Restate each entry below word for word, without skipping any.

Data records Block Start

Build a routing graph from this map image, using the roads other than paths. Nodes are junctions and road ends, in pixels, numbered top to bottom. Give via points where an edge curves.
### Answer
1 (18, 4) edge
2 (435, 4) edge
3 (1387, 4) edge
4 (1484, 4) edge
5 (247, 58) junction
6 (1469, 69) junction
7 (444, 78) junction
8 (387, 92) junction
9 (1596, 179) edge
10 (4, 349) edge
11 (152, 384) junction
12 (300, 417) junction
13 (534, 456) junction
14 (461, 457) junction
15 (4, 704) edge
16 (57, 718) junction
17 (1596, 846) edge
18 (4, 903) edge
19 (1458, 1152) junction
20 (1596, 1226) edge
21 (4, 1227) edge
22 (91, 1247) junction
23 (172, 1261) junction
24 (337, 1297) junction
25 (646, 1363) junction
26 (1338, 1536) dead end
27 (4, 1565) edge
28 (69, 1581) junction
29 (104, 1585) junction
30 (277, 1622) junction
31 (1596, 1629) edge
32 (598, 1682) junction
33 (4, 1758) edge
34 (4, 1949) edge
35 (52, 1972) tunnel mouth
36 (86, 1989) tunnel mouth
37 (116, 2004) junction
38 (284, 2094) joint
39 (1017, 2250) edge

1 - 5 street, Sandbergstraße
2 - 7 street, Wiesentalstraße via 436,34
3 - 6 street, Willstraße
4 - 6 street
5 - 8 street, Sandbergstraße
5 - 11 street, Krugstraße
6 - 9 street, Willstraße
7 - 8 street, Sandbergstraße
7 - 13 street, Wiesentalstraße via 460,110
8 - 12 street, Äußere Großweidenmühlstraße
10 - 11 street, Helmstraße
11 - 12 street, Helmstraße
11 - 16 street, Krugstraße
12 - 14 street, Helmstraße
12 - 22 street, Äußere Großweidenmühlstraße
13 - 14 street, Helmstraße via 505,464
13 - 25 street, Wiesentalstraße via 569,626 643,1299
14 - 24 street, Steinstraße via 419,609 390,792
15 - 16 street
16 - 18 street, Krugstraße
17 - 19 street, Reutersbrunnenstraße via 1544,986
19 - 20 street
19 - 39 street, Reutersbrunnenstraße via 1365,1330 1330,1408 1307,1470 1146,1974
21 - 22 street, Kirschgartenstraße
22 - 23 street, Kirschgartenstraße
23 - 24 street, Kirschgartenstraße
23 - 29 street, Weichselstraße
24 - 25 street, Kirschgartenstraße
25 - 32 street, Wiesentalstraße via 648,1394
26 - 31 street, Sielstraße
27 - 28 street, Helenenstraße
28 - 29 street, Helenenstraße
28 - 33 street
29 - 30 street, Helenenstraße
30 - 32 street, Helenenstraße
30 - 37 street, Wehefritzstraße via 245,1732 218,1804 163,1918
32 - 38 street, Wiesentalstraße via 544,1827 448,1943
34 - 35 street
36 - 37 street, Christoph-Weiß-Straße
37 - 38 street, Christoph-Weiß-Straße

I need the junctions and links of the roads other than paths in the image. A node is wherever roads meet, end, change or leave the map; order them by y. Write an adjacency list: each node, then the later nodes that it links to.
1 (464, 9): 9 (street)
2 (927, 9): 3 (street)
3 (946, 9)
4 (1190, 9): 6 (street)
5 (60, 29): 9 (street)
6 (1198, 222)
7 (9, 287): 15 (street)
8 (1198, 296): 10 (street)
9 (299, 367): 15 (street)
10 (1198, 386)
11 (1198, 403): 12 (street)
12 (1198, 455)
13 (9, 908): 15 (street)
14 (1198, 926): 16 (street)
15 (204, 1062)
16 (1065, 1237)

Data records Block End

Answer:
Build a routing graph from this map image, using the roads other than paths. Nodes are junctions and road ends, in pixels, numbered top to bottom. Give via points where an edge curves.
### Answer
1 (18, 4) edge
2 (435, 4) edge
3 (1387, 4) edge
4 (1484, 4) edge
5 (247, 58) junction
6 (1469, 69) junction
7 (444, 78) junction
8 (387, 92) junction
9 (1596, 179) edge
10 (4, 349) edge
11 (152, 384) junction
12 (300, 417) junction
13 (534, 456) junction
14 (461, 457) junction
15 (4, 704) edge
16 (57, 718) junction
17 (1596, 846) edge
18 (4, 903) edge
19 (1458, 1152) junction
20 (1596, 1226) edge
21 (4, 1227) edge
22 (91, 1247) junction
23 (172, 1261) junction
24 (337, 1297) junction
25 (646, 1363) junction
26 (1338, 1536) dead end
27 (4, 1565) edge
28 (69, 1581) junction
29 (104, 1585) junction
30 (277, 1622) junction
31 (1596, 1629) edge
32 (598, 1682) junction
33 (4, 1758) edge
34 (4, 1949) edge
35 (52, 1972) tunnel mouth
36 (86, 1989) tunnel mouth
37 (116, 2004) junction
38 (284, 2094) joint
39 (1017, 2250) edge

1 - 5 street, Sandbergstraße
2 - 7 street, Wiesentalstraße via 436,34
3 - 6 street, Willstraße
4 - 6 street
5 - 8 street, Sandbergstraße
5 - 11 street, Krugstraße
6 - 9 street, Willstraße
7 - 8 street, Sandbergstraße
7 - 13 street, Wiesentalstraße via 460,110
8 - 12 street, Äußere Großweidenmühlstraße
10 - 11 street, Helmstraße
11 - 12 street, Helmstraße
11 - 16 street, Krugstraße
12 - 14 street, Helmstraße
12 - 22 street, Äußere Großweidenmühlstraße
13 - 14 street, Helmstraße via 505,464
13 - 25 street, Wiesentalstraße via 569,626 643,1299
14 - 24 street, Steinstraße via 419,609 390,792
15 - 16 street
16 - 18 street, Krugstraße
17 - 19 street, Reutersbrunnenstraße via 1544,986
19 - 20 street
19 - 39 street, Reutersbrunnenstraße via 1365,1330 1330,1408 1307,1470 1146,1974
21 - 22 street, Kirschgartenstraße
22 - 23 street, Kirschgartenstraße
23 - 24 street, Kirschgartenstraße
23 - 29 street, Weichselstraße
24 - 25 street, Kirschgartenstraße
25 - 32 street, Wiesentalstraße via 648,1394
26 - 31 street, Sielstraße
27 - 28 street, Helenenstraße
28 - 29 street, Helenenstraße
28 - 33 street
29 - 30 street, Helenenstraße
30 - 32 street, Helenenstraße
30 - 37 street, Wehefritzstraße via 245,1732 218,1804 163,1918
32 - 38 street, Wiesentalstraße via 544,1827 448,1943
34 - 35 street
36 - 37 street, Christoph-Weiß-Straße
37 - 38 street, Christoph-Weiß-Straße

I need the junctions and links of the roads other than paths in the image. A node is wherever roads meet, end, change or leave the map; order them by y. Write an adjacency list: each node, then the later nodes that it links to.
1 (464, 9): 9 (street)
2 (927, 9): 3 (street)
3 (946, 9)
4 (1190, 9): 6 (street)
5 (60, 29): 9 (street)
6 (1198, 222)
7 (9, 287): 15 (street)
8 (1198, 296): 10 (street)
9 (299, 367): 15 (street)
10 (1198, 386)
11 (1198, 403): 12 (street)
12 (1198, 455)
13 (9, 908): 15 (street)
14 (1198, 926): 16 (street)
15 (204, 1062)
16 (1065, 1237)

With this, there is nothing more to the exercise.